_Goal of the exercise_
Make a word-for-word copy of the entries below from their first line through the line with "Trace all roads", and add nothing.

_Information shown_
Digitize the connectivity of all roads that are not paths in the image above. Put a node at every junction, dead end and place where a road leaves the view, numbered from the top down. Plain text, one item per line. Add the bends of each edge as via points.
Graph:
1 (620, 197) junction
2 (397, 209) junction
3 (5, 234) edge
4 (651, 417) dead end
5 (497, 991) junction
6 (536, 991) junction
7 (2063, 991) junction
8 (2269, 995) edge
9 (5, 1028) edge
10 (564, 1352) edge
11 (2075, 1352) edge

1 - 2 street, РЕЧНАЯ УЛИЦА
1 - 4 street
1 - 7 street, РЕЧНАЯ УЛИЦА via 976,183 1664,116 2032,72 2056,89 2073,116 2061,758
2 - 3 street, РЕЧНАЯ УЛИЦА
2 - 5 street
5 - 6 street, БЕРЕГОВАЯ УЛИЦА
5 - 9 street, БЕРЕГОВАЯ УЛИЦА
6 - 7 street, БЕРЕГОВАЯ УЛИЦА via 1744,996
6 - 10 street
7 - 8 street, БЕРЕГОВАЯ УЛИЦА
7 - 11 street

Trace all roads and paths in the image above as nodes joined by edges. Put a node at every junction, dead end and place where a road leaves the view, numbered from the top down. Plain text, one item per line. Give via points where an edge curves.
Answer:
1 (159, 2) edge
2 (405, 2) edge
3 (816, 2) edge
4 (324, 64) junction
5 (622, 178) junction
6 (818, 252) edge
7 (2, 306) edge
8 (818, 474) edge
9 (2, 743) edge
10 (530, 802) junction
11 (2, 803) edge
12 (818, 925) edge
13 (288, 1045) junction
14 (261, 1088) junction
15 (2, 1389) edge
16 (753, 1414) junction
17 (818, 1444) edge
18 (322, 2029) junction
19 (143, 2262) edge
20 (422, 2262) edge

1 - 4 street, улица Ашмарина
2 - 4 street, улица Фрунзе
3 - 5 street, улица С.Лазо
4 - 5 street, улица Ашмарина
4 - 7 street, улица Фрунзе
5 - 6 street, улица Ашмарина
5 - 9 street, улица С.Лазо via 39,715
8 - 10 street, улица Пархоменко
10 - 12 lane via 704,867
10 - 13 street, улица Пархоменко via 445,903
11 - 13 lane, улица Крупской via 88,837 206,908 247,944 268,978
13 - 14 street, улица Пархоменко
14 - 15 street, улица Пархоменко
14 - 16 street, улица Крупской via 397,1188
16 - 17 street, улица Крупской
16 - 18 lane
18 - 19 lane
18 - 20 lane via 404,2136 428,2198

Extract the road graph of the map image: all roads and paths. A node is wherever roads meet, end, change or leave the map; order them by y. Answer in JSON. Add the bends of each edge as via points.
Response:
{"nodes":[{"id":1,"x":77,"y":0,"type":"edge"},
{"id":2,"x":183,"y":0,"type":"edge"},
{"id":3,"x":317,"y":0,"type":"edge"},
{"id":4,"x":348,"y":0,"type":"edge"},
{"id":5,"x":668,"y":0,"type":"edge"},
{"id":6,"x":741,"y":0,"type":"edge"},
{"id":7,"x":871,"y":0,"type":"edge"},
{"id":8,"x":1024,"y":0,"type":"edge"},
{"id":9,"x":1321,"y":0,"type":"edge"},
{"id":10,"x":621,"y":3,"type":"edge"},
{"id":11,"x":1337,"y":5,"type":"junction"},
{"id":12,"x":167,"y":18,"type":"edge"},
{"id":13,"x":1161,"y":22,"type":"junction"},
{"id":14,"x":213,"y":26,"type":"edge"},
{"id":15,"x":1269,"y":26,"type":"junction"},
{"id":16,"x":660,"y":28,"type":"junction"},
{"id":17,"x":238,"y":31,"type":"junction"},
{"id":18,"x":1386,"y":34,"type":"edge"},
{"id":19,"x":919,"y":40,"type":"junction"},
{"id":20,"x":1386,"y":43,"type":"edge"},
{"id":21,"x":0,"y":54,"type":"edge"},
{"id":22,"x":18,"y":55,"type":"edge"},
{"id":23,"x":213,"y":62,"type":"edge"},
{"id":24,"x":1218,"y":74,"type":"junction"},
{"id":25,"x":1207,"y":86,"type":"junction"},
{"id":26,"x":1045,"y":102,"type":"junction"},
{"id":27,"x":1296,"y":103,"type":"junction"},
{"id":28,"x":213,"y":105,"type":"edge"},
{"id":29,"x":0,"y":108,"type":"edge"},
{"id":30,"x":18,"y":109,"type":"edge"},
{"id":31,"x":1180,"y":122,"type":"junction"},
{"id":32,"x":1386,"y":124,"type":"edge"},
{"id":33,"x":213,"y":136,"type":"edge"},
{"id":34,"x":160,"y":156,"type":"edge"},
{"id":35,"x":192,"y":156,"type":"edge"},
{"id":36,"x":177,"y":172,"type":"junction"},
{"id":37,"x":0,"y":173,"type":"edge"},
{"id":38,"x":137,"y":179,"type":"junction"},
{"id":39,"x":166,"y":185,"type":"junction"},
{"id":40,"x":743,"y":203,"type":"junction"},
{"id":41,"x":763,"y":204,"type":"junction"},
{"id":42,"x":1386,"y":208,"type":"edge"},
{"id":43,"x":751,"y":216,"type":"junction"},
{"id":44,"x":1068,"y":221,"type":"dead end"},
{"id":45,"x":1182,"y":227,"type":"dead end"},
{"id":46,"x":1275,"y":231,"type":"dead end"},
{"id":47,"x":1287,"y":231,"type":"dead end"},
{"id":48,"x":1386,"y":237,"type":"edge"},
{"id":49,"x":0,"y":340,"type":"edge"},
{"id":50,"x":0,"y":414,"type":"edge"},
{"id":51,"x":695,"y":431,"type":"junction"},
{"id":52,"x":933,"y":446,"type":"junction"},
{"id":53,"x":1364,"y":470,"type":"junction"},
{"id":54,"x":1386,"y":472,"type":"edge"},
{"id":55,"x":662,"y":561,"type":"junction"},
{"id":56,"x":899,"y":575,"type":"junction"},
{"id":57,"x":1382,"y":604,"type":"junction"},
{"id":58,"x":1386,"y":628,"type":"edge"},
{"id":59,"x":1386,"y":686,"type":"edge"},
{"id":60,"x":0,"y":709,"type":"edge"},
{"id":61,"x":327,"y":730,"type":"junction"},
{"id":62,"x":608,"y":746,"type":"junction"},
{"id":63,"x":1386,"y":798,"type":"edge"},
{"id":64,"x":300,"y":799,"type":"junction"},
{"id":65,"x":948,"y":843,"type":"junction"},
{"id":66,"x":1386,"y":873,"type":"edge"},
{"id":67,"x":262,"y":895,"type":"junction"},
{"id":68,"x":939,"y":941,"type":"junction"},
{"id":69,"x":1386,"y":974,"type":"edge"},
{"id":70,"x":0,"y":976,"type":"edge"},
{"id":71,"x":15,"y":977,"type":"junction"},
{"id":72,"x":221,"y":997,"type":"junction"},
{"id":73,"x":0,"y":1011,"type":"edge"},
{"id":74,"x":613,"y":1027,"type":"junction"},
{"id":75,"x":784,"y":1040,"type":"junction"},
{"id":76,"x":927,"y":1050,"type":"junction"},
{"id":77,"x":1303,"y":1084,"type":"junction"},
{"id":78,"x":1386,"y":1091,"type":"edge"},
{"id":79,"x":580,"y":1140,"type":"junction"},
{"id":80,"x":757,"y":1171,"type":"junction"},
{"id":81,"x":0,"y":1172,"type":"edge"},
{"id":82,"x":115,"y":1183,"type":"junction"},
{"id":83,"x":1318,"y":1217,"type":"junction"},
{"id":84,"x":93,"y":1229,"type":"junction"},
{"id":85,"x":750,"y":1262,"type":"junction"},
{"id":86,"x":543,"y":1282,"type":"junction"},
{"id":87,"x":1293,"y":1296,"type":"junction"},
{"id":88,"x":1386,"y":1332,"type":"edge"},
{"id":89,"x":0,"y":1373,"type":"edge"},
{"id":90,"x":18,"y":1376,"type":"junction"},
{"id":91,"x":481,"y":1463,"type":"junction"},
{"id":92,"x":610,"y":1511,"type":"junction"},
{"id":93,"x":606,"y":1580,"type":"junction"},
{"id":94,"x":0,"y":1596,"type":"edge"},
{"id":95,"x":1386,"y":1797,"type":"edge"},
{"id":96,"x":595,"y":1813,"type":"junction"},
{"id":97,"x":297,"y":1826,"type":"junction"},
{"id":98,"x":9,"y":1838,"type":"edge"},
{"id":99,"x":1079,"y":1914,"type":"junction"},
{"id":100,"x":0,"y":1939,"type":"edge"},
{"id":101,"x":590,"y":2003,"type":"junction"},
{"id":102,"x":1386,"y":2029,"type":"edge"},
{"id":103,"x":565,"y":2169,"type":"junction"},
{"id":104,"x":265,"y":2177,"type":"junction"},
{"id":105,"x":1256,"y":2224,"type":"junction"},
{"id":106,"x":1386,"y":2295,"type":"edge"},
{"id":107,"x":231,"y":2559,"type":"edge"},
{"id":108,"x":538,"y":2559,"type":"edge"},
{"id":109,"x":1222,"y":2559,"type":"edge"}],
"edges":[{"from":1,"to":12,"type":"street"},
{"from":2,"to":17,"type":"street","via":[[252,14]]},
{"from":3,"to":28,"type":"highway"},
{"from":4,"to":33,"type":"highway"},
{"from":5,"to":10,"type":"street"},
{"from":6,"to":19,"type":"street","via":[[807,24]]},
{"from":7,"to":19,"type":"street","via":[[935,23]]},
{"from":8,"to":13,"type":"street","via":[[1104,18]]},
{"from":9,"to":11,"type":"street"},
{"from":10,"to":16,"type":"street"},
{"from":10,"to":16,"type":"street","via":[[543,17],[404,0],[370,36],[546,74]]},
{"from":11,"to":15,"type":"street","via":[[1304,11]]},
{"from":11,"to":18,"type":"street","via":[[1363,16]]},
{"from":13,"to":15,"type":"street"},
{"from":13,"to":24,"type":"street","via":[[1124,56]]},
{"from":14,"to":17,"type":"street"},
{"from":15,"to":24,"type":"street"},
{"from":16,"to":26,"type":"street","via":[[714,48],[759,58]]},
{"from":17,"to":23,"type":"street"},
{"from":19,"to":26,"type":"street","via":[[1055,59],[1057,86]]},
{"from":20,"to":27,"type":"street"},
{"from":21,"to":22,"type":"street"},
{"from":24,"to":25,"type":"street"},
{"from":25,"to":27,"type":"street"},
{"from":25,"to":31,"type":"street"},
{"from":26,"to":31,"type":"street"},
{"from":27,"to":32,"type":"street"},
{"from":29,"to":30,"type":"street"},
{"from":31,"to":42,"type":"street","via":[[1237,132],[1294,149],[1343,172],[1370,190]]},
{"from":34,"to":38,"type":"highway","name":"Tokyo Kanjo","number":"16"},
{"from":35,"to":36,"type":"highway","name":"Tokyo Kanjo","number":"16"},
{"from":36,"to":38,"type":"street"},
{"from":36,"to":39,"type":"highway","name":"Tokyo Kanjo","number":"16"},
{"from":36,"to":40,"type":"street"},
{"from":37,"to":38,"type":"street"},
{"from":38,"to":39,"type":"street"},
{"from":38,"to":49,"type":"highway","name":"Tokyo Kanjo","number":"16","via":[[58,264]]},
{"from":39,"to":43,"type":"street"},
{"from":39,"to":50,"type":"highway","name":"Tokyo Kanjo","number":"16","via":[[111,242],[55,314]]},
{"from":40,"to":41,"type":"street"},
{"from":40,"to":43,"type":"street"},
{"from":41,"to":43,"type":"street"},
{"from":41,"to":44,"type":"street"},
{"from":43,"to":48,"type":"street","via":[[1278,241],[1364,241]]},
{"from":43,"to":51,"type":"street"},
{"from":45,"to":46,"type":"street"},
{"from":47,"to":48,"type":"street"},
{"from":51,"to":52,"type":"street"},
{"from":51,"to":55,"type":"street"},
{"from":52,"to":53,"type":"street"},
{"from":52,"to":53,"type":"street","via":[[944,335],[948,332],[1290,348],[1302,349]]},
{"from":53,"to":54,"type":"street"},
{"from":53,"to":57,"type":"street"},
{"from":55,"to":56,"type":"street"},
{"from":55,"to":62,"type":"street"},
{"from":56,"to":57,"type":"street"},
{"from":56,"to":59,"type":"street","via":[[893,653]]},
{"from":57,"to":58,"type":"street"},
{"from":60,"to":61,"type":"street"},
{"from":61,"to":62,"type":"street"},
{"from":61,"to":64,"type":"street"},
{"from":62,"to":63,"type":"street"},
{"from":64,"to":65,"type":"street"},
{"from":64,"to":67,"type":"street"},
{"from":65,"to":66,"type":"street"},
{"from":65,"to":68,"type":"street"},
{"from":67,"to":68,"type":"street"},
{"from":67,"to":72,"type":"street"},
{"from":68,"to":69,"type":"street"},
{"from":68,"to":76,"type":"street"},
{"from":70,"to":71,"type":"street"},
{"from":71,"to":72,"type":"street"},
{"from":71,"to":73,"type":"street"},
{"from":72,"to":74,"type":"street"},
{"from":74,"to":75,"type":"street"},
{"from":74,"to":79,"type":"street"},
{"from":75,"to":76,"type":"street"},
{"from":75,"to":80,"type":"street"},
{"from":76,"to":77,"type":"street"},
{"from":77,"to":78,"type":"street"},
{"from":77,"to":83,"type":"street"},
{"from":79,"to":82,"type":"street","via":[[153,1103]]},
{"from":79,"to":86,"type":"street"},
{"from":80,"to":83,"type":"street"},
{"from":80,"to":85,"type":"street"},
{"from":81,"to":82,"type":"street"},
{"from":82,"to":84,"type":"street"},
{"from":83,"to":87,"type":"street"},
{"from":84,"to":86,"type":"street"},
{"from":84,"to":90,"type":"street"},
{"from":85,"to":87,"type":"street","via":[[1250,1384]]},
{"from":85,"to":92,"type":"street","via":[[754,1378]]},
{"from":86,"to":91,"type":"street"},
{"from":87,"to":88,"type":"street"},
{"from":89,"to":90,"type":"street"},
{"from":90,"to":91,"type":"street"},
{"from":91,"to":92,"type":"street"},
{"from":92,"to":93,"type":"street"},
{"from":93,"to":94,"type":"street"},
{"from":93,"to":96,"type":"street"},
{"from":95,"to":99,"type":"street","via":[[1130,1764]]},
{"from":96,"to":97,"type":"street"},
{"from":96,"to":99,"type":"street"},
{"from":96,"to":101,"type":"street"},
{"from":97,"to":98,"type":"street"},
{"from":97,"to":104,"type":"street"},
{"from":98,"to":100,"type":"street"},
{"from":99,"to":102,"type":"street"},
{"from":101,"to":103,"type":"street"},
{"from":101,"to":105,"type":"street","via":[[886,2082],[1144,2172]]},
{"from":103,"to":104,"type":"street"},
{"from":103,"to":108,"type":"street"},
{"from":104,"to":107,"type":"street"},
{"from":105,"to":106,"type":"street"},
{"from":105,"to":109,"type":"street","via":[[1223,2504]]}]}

_Exercise solution_
Digitize the connectivity of all roads that are not paths in the image above. Put a node at every junction, dead end and place where a road leaves the view, numbered from the top down. Plain text, one item per line. Add the bends of each edge as via points.
Graph:
1 (620, 197) junction
2 (397, 209) junction
3 (5, 234) edge
4 (651, 417) dead end
5 (497, 991) junction
6 (536, 991) junction
7 (2063, 991) junction
8 (2269, 995) edge
9 (5, 1028) edge
10 (564, 1352) edge
11 (2075, 1352) edge

1 - 2 street, РЕЧНАЯ УЛИЦА
1 - 4 street
1 - 7 street, РЕЧНАЯ УЛИЦА via 976,183 1664,116 2032,72 2056,89 2073,116 2061,758
2 - 3 street, РЕЧНАЯ УЛИЦА
2 - 5 street
5 - 6 street, БЕРЕГОВАЯ УЛИЦА
5 - 9 street, БЕРЕГОВАЯ УЛИЦА
6 - 7 street, БЕРЕГОВАЯ УЛИЦА via 1744,996
6 - 10 street
7 - 8 street, БЕРЕГОВАЯ УЛИЦА
7 - 11 street

Trace all roads and paths in the image above as nodes joined by edges. Put a node at every junction, dead end and place where a road leaves the view, numbered from the top down. Plain text, one item per line. Give via points where an edge curves.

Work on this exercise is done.